Sultan, vezirlerine emir vermiş:
“Cambaza becerisi için 40 altın verin. Geçirdiği 40 yıl içinde, 40 sopa attırın”
Toplum olarak grileşmeden kurtulmamız için; özgüvenimizi kazanarak, boş işlerle uğraşmayı bırakıp kararlı bir şekilde milli kimliğimizle yaşamak zorundayız…

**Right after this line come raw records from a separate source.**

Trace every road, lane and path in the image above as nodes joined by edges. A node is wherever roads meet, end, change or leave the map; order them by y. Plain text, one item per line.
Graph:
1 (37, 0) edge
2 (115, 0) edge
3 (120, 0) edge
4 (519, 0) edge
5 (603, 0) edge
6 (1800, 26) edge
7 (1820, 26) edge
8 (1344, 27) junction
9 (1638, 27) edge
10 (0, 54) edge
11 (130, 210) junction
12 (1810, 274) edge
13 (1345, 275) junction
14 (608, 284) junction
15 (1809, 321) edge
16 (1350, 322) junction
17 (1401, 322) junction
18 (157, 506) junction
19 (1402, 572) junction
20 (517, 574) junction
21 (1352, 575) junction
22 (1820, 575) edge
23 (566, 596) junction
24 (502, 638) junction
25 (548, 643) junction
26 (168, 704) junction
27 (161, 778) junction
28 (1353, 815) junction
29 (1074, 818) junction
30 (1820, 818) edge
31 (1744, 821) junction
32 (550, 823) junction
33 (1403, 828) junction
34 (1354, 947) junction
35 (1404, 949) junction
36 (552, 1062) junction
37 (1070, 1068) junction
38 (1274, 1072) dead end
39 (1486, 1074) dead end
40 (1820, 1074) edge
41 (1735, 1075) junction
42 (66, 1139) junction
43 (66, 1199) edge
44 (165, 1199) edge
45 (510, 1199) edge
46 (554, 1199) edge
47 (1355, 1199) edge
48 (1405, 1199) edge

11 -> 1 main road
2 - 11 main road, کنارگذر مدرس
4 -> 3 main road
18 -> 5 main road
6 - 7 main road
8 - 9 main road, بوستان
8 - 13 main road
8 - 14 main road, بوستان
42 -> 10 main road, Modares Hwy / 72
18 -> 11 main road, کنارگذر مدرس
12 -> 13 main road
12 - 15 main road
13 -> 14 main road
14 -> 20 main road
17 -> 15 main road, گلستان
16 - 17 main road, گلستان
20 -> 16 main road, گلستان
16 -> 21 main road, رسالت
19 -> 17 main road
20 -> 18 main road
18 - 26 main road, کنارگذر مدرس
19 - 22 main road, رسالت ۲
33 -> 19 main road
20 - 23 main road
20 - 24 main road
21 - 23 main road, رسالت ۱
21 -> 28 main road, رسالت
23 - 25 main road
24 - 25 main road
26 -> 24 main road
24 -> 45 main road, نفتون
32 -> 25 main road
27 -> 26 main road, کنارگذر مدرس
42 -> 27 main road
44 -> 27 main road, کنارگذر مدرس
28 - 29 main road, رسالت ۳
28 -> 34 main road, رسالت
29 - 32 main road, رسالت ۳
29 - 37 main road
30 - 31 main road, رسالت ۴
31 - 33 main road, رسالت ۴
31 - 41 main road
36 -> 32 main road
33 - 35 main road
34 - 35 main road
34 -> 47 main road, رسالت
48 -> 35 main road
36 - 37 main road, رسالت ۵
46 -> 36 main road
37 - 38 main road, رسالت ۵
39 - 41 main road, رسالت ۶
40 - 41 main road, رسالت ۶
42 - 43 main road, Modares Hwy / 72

Yoksa 40 yıl belimizi doğrultamayacağımız gri renkli sopa kapıda bekliyor!
YILMAZ KARAHAN
Yorumlar
“257) KIRK SOPA” yazisina 3 Yorum yapilmis
Yorum yap
Hocam TEŞEKKÜRLER…Sevgi ve saygılarımla…
Toplumsal yaşamımızın getirildiği noktayı çok güzel ifade etmişsiniz.En önemlisi de okumuş ve okumamış kitlenin(Eğitim,bireye kalıcı olumlu davranış kazandırmaktır ki bu zaten hiç yapılmadığından değinmiyorum) aynileştirilmesidir.
;(……hala emin degilim!-KESKE;ümidim olsaydı..GÖRÜNEN KÖY…
hani önlemler?MAHSER YERİ ORTALIK.TEVEKKELİ DEGİL diktatörülükler dogmus!-ZATEN HEPSİ ABA ALTINDAN SOPAYLA DİKTATÖR.-BR FARKI VARSA YAZSIN BİRİSİ LTFN.